Monday, November 7th, 2005

For a couple of days (in fact, for the last three week), thousands of anxious webmasters are on watch waiting for Jagger to come while drinking their beers, or perhaps taking some pills to ease their nerves. Even, I read somewhere that wifes of some fellow webmaster are moaning that they are always on their PCs waiting for the jagger. But who is this popular guy called Jagger, and why he is so much desperately waited for?

Each major update in SERPs by Google (aka Google Dance) is given a name: Florida, Bourbon, Austin, etc. And the last one is called Jagger. This update is said to involve three distinct stages of which the first two are already over. And what is waited for is the last stage of update as confirmed by two popular Googlemen to begin this Wednesday.
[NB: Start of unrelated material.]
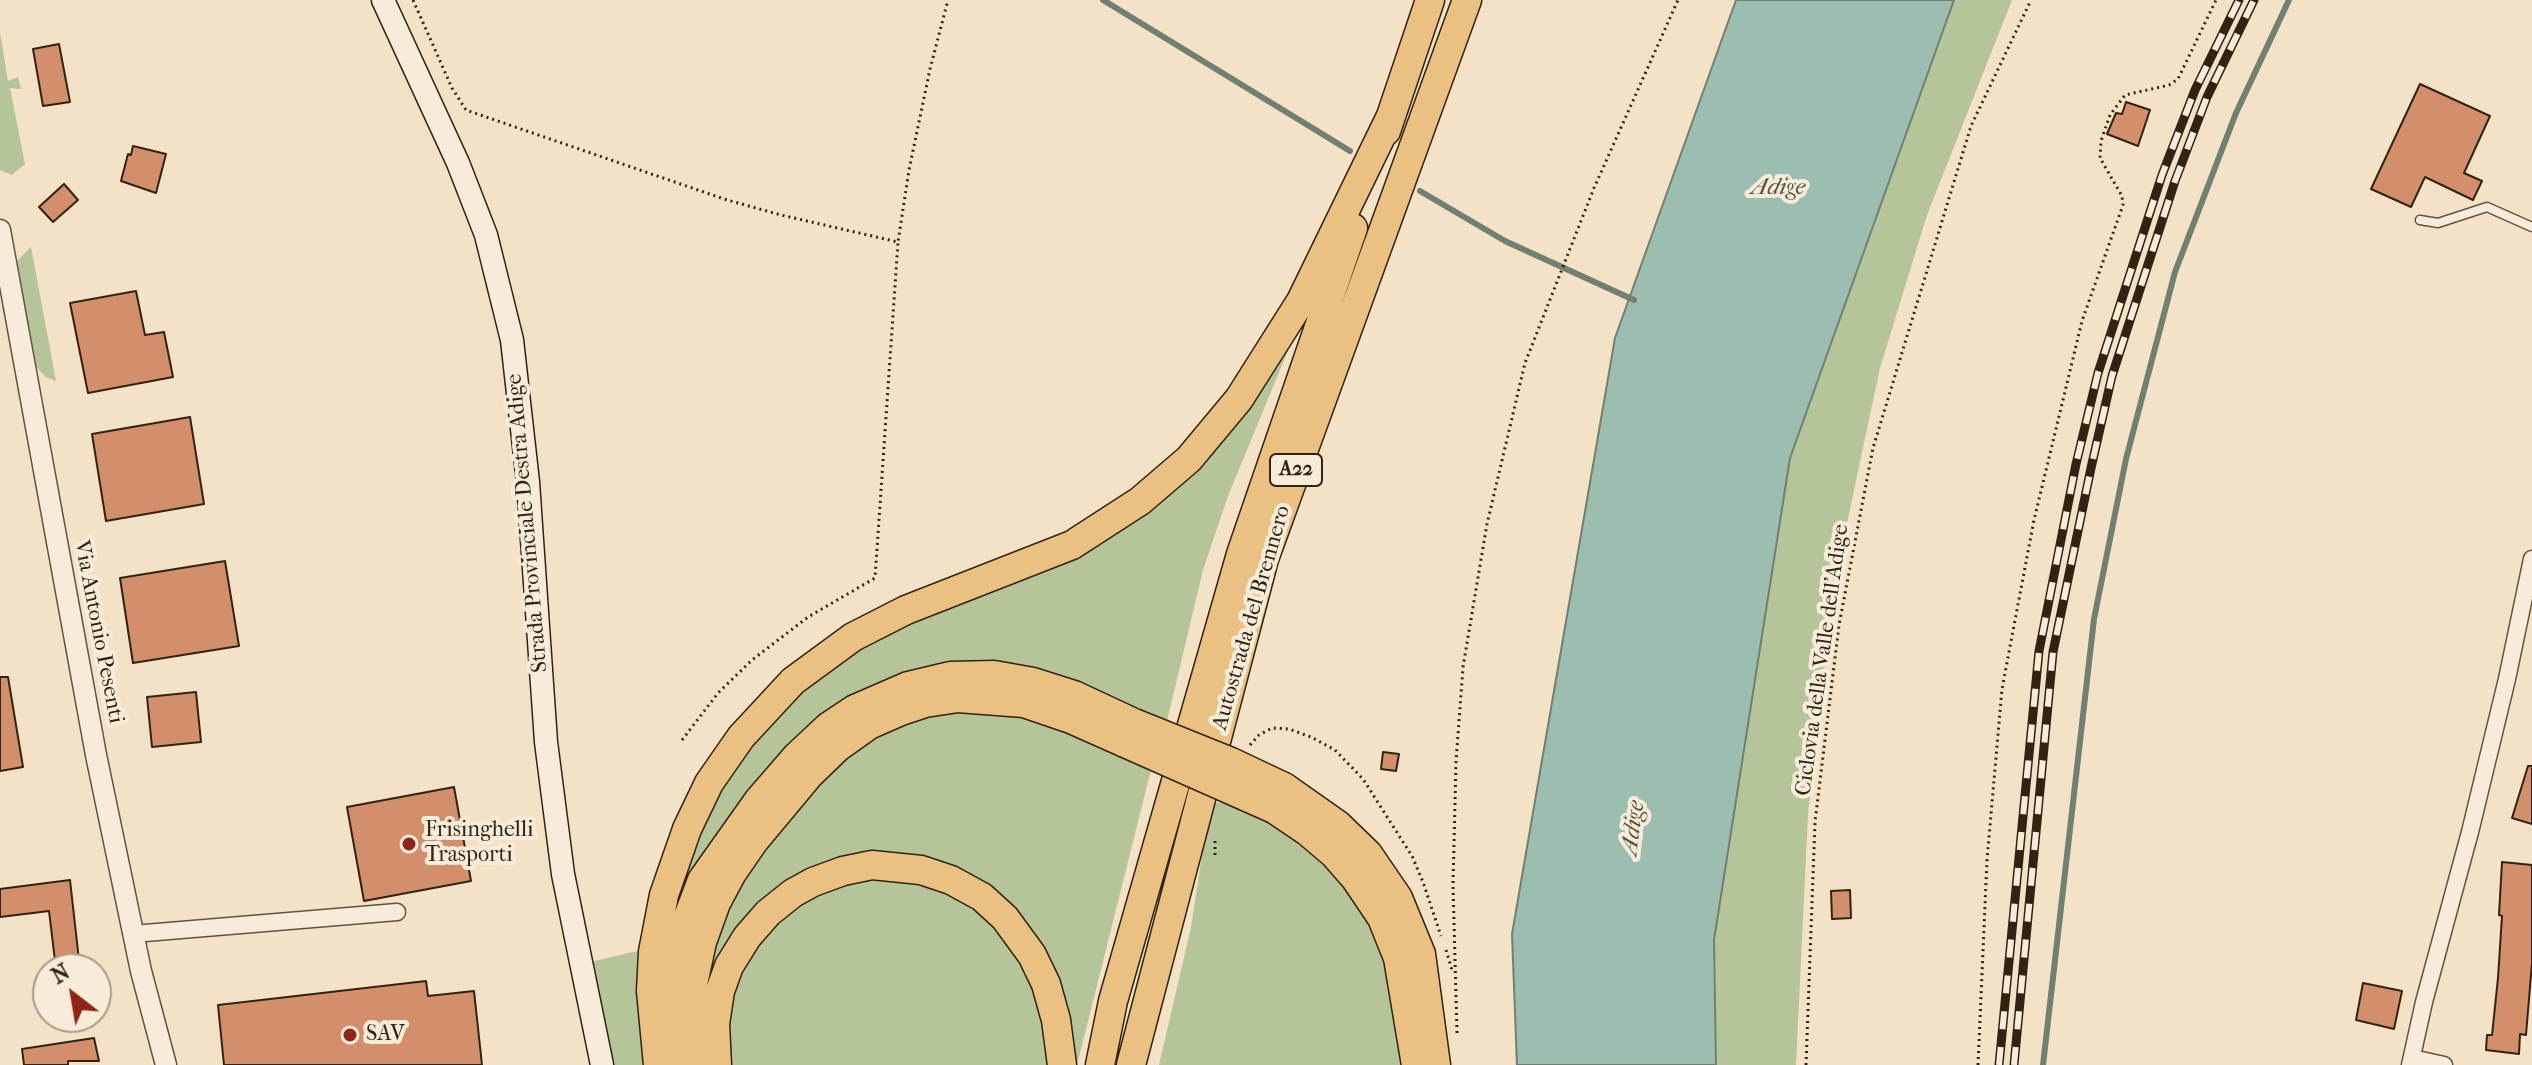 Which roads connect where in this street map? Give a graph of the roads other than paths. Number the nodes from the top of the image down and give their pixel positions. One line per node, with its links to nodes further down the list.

When Google starts dancing, webmasters sweat to bullet, since it means survival or oblivion for their sites in terms of rankings in SERPs. Too many webmasters wake up in the morning to see that their sites are thrown into oblivion in Google SERPs. So, every such dance turns into a nightmare, a horror story for some, while it becomes others’ victory, since it is a zero-sum game for the webmasters: if one wins, the other looses. A website that ranks #1 after such a dancing means an equal loss for one that previously occupied the #1.

It is a well known fact that if your site is not among top 10 or 20, it is practically non-existent, since surfers rarely goes beyond second or third page while searching the internet. Great majority of surfers stop querying after the second page. Therefore, being among top rankers means more visitors which in turn mean more sales and more money. Conversely, failing to appear among top rankers means loss of visitors, and hence loss of money.

That is why everyone are alarmed, and waits impatiently for the Jagger to come. With every hour passing, this waiting gets harder, nerves get tenser, and everyone ask each other:

Did you see Jaggar?
Has not it came yet?

And the answer:

Yes, saw it in such and such DataCenter already!
- No it is not!
- Yes it is!
- No it is not!
And so on

And all Google datacenters are mentioned as showing the Jagger, or at least a glimpse of it. Everyone seems to select the one datacenter that best fits his/her own wishes. And even though Google staff announced that the Jagger has yet to come, our fellow webmasters do not seem to be tired of posting a new datacenter repeatedly to show that the Jagger has already came.

Meanwhile, I received an email from a webmaster for whom I suggested some minor improvements for a better SERP position that there is sharp decline in the number of visitors for the last two days to which I responded with assurance that it is probably a normal fluctuation and would normalize soon. Next day, I received another email that everything is OK and things seem to be normalizing!

Nowadays, people are becoming increasingly nervous about their positions in the search engines as evidenced by literally thousands of posts at forums run and populated by webmasters. Being oversensitized to even minor changes in SERP positions, people react normal fluctuation (which they called, with an unfortunate term, an everflux) with panic and anxiety, and frantically search for feedback about the cause of such changes.

I read people checking dozens of google datacenters constantly (hundred times a day) to see if their website is still “there.” And refreshing forum pages by repeatedly pressing F5 key to see if a new message is posted.

Yesterday, the third wave of Jagger is confirmed, and first datacenters with updated indexes became visible. Today, the new index is observed to go live at different points of the world. Therefore, it is now time, as they say, for webmasters to bow their heads for a moment of silence in memory of fellow webmasters whose sites dropped or disappeared from the index after the Jagger.

And hail those whose sites bumped up with Jagger, including Turktrans.net.

With the current status of Jagger, it seems that Turktrans will bump up substantially. After normalization and stabilization of initial flux, I would expect it on the first page. Now it is time to work harder to add some content to my site!